## HOW TO COMPLETE THIS TASK
Gather all lines in the entries below that include the word "down".
** RECORDS FOR THE EXERCISE follows **
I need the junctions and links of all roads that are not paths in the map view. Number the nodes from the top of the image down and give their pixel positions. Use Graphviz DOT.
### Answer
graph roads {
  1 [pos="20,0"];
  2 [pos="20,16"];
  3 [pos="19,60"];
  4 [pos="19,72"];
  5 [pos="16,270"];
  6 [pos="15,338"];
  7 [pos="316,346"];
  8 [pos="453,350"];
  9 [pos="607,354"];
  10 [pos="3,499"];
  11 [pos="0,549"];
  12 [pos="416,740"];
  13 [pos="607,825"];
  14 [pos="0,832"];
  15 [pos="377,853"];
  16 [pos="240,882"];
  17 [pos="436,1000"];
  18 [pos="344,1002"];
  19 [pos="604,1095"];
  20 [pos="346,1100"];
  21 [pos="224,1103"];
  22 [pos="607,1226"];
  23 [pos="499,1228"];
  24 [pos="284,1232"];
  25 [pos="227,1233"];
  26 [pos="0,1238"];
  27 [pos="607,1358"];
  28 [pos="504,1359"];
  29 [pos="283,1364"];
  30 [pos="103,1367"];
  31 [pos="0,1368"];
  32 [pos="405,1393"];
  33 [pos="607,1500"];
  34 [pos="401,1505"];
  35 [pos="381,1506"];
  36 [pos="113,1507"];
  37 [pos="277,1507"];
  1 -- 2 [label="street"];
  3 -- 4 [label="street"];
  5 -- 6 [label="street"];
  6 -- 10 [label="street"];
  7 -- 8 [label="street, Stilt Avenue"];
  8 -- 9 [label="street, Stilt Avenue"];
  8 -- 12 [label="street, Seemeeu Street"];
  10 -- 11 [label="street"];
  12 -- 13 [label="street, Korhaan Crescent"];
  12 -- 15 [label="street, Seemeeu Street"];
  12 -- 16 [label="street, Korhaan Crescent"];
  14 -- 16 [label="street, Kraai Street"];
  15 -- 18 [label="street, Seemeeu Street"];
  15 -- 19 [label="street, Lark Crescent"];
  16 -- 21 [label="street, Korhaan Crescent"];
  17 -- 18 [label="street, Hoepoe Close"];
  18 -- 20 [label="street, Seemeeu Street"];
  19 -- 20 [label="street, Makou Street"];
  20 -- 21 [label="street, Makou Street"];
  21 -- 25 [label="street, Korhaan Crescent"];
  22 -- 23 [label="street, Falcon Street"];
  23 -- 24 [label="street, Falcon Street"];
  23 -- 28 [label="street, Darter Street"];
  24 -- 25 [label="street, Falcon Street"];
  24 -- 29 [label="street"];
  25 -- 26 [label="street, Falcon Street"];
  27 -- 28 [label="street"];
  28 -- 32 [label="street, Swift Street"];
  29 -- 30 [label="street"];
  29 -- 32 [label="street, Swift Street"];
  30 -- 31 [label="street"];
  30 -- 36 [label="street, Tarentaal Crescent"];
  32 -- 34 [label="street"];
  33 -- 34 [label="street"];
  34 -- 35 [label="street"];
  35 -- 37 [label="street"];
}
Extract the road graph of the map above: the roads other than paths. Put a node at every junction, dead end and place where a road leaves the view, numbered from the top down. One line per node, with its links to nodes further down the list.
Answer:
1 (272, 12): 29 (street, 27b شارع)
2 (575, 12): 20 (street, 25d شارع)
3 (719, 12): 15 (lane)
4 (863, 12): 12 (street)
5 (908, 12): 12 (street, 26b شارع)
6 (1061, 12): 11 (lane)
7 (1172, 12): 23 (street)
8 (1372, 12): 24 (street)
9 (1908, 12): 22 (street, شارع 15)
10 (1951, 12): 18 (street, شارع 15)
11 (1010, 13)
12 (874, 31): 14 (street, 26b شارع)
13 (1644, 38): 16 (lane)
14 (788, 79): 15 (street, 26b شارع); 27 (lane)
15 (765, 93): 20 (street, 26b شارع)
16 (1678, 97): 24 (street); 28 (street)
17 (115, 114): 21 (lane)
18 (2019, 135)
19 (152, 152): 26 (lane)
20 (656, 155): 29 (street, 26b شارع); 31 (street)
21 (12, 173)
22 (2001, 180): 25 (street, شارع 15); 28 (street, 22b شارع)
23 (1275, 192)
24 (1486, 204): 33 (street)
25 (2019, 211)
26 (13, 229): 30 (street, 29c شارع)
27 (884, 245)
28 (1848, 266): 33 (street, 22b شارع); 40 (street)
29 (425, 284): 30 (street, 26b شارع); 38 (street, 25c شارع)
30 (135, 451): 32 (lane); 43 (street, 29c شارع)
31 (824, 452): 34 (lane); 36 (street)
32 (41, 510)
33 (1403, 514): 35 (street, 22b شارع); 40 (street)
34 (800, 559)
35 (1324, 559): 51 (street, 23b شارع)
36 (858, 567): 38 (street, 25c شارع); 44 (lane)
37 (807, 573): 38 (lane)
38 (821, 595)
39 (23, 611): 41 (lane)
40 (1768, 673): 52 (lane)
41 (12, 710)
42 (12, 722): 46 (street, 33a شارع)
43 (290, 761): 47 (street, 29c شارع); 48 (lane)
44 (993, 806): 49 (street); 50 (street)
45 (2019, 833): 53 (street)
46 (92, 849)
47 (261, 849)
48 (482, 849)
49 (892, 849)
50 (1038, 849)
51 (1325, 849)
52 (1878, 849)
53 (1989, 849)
** End of RECORDS FOR THE EXERCISE **
## ANSWER
I need the junctions and links of all roads that are not paths in the map view. Number the nodes from the top of the image down and give their pixel positions. Use Graphviz DOT.
Extract the road graph of the map above: the roads other than paths. Put a node at every junction, dead end and place where a road leaves the view, numbered from the top down. One line per node, with its links to nodes further down the list.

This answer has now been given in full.